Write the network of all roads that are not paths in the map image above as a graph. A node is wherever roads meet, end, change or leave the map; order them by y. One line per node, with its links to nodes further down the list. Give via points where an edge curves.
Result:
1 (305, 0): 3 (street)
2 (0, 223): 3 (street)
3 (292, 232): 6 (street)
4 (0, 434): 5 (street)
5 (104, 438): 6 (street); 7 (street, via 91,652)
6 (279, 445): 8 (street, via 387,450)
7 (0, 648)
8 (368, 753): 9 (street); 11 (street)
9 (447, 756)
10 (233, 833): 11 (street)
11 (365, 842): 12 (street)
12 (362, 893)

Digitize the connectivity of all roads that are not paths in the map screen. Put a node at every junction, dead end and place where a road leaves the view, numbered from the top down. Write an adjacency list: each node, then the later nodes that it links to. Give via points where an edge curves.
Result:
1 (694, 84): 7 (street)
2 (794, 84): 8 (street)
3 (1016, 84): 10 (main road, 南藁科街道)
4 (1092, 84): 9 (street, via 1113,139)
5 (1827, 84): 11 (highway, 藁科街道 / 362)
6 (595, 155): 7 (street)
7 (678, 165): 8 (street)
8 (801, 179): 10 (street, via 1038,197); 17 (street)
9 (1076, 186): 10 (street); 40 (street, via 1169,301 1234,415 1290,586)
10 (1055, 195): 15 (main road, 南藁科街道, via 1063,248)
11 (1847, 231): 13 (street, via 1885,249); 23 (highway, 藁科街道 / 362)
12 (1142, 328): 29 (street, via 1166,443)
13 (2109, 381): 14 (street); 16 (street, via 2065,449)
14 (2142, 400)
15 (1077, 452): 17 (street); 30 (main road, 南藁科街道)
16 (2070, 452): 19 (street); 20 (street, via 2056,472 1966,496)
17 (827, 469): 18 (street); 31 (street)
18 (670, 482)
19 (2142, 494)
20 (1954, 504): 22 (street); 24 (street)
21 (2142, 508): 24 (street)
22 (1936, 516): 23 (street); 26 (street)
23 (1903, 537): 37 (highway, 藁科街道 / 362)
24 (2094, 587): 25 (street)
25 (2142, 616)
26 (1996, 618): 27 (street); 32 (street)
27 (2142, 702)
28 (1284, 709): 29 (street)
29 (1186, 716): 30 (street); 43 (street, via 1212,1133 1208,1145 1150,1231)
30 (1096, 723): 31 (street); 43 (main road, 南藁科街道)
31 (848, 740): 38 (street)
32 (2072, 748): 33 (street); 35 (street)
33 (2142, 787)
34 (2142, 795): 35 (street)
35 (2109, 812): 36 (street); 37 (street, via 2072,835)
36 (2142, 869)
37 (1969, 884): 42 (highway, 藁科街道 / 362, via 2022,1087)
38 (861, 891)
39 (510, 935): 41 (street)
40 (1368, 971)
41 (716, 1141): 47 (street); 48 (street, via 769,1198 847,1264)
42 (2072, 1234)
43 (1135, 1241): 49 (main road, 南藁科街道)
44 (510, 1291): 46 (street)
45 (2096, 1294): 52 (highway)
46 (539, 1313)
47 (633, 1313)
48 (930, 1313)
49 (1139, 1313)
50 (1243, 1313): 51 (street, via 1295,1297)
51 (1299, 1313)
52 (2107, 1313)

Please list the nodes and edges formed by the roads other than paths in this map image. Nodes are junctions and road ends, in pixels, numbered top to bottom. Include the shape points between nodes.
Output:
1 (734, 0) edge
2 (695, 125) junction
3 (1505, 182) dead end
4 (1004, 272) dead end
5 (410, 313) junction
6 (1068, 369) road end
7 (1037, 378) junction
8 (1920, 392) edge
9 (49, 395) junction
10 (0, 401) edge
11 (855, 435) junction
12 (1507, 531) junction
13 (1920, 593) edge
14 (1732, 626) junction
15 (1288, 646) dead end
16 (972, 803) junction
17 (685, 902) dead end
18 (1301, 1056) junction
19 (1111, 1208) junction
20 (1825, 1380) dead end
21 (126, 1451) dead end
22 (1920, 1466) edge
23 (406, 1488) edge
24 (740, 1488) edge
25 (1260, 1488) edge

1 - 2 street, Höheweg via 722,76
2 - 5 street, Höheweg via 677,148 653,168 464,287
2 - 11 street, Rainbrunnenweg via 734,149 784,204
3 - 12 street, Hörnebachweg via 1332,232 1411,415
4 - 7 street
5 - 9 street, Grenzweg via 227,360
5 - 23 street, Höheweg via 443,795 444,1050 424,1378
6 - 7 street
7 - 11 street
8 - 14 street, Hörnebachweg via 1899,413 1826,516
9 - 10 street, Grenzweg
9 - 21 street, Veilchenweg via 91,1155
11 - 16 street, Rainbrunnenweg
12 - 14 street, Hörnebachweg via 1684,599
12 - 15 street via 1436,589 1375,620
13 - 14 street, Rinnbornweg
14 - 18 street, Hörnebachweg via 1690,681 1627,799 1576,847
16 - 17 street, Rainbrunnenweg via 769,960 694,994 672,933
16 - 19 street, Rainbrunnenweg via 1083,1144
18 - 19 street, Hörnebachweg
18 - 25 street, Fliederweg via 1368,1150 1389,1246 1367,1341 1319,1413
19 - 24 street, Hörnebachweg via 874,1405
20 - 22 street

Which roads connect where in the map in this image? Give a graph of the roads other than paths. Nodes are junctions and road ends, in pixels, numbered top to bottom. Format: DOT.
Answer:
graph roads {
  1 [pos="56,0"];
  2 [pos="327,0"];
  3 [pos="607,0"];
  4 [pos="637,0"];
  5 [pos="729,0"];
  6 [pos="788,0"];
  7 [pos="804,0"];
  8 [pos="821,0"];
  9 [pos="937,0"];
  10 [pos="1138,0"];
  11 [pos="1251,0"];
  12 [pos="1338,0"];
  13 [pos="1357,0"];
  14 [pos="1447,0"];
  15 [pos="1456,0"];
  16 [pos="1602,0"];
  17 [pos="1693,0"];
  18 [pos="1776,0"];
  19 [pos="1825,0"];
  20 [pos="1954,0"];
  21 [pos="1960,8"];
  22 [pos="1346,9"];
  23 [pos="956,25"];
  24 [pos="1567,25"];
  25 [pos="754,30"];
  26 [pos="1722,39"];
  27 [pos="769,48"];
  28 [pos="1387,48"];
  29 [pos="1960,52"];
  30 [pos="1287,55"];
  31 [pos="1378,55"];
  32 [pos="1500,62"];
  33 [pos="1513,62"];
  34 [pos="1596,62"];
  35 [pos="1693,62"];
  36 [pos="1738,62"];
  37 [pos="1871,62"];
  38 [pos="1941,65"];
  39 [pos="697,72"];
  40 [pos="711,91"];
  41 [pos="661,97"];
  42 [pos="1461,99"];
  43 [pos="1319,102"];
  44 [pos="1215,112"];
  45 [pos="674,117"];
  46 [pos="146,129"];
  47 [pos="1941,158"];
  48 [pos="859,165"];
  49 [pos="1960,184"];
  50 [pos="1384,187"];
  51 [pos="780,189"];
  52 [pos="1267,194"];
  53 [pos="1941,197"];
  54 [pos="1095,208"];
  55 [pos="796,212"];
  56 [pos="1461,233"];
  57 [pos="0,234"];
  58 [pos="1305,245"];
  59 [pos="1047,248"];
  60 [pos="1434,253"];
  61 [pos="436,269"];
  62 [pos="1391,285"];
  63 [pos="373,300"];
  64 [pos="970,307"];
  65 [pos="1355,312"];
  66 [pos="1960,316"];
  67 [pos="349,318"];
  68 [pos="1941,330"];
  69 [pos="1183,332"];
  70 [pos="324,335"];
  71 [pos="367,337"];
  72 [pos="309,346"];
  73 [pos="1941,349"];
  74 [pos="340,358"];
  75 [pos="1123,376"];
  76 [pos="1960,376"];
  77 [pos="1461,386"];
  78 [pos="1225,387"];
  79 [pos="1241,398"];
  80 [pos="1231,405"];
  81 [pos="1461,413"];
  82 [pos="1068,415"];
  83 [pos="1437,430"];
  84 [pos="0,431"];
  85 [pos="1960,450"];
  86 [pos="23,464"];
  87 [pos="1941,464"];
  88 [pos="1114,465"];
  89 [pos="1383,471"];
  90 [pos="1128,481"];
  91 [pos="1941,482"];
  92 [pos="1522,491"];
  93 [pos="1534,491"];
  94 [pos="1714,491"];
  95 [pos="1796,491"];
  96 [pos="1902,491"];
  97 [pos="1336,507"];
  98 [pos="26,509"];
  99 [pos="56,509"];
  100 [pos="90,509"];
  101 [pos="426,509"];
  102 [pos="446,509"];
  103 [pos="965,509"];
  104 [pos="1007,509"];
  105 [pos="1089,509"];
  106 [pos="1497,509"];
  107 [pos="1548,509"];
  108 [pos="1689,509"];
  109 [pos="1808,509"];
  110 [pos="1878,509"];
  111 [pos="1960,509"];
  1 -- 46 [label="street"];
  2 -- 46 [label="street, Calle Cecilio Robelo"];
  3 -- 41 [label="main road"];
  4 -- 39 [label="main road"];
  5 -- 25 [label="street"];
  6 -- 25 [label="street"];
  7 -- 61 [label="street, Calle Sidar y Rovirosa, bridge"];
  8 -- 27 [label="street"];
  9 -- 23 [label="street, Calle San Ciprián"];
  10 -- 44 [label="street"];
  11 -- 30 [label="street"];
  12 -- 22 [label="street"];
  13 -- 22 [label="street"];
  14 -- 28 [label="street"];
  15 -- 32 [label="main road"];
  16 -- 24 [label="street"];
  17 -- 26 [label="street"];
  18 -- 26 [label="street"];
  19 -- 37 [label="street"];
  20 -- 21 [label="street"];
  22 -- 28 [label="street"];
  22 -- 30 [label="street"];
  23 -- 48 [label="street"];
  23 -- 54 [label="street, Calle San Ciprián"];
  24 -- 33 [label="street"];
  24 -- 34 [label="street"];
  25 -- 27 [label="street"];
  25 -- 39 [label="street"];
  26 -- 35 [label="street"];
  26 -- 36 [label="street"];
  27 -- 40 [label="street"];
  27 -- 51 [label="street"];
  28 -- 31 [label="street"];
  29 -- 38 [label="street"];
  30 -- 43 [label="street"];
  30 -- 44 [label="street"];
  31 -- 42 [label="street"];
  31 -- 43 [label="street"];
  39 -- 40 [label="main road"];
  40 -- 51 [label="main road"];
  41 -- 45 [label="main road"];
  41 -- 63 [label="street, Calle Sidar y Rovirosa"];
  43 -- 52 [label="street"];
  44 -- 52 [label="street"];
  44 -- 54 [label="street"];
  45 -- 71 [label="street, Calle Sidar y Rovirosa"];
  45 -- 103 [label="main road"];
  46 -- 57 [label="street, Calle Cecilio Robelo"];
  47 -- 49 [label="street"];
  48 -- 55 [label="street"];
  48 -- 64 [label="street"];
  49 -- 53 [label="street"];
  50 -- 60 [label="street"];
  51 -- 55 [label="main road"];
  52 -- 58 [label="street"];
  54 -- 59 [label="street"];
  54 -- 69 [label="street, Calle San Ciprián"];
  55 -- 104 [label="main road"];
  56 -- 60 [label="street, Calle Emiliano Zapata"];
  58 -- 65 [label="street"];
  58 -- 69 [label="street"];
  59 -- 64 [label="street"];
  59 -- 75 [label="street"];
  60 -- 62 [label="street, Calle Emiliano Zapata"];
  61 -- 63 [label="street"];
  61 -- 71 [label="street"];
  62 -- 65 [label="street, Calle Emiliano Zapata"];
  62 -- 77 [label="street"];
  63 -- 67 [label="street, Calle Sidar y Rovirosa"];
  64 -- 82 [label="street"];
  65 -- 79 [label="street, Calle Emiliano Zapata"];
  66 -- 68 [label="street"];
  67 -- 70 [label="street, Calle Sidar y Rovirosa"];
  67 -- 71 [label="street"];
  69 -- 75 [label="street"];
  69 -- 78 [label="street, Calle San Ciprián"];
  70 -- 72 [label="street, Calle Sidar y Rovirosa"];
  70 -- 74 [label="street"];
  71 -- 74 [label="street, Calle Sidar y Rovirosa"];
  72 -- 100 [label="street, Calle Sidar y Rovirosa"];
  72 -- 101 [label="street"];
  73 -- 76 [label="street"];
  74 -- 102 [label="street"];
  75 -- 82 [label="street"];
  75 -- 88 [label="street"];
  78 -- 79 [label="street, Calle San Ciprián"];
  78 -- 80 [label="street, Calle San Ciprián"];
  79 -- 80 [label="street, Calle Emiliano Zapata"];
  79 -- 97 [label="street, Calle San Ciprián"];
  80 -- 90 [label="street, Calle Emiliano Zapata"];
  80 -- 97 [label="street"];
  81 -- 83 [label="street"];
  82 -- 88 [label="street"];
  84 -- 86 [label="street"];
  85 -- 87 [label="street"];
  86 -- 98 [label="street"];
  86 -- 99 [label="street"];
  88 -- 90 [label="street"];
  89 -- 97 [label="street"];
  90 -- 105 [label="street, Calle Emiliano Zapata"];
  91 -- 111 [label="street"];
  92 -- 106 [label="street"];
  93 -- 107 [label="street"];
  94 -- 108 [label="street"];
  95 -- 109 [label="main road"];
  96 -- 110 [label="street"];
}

**********

▸ **Brief**
Only lines that contain the string "南藁科街道" count; pick each one out of the records and copy it.

▸ **Exercise answer**
3 (1016, 84): 10 (main road, 南藁科街道)
10 (1055, 195): 15 (main road, 南藁科街道, via 1063,248)
15 (1077, 452): 17 (street); 30 (main road, 南藁科街道)
30 (1096, 723): 31 (street); 43 (main road, 南藁科街道)
43 (1135, 1241): 49 (main road, 南藁科街道)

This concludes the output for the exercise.